Equating "vor" with "for" is not quite correct. The two share a (proto-)Germanic root *fur but vor/fore separated at least half a millenium ago from für/for.
The Latin equivalent of für/for is pro: für umsonst1 = Pro bono = for the good [free of charge], fürs Vaterland = pro patria = for the fatherland.
The Latin equivalent of vor/fore is pr[a]e: Vormann = foreman ~ praetor, voraussehen = foresee ~ predict, etc. The meaning of of this word group is "before", in a spatial, temporal or metaphorical, e.g. social, sense.
The German prefix vor- is very frequent; here is a long list. Some have a similar meaning as vormachen: vorschützen, vorgeben, vorspiegeln, vorspielen or vortäuschen; vorlügen is a reinforcement bordering on a pleonasm, but emphasizing the "performative aspect", if you want.
Getting back to the original question: My entirely unsourced native speaker intuition interprets the semantics of vormachen as "performing something in front of the actual situation". It is obscuring the facts behind it, almost a theater piece. A facade, like a Potemkin village. Der Zarin wurde etwas vorgemacht.

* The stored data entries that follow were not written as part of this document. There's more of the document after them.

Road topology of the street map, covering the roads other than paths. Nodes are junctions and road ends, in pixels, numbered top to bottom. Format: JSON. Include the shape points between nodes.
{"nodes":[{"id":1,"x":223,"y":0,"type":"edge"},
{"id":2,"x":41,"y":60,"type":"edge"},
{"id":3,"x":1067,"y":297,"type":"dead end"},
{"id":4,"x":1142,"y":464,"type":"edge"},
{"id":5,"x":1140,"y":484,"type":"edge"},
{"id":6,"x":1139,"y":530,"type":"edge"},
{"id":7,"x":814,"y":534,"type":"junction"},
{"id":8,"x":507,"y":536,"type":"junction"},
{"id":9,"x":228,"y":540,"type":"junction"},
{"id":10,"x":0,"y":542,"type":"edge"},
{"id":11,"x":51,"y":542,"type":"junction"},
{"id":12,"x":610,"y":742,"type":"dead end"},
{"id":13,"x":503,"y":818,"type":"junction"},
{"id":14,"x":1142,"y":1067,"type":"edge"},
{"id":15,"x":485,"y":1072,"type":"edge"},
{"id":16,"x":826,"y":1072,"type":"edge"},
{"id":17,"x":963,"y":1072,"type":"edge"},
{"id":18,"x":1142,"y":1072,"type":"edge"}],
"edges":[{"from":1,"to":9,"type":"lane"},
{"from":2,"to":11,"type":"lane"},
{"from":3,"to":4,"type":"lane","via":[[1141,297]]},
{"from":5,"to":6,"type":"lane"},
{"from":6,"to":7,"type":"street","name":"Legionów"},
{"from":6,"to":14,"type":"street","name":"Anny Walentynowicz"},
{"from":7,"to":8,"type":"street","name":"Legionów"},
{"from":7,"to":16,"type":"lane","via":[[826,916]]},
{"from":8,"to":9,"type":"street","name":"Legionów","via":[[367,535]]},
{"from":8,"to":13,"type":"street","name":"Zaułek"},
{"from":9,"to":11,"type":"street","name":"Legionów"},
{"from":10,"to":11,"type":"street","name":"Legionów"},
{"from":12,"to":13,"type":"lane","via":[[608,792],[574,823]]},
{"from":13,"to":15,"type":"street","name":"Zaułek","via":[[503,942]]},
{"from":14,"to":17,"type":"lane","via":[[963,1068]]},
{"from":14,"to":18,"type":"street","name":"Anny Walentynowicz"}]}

By contrast, für/for/pro indicate a direction or goal (of intent, of an action) which sometimes can be mutual, forming an equivalence (stand in for someone, tit for tat). While there is a common root with "before", which apparently lasted longer in English than the German für/vor connection, the meaning is now quite different.
1That's grammatically borderline wrong, very casual German, but for bad German it's quite idiomatic and a nice example.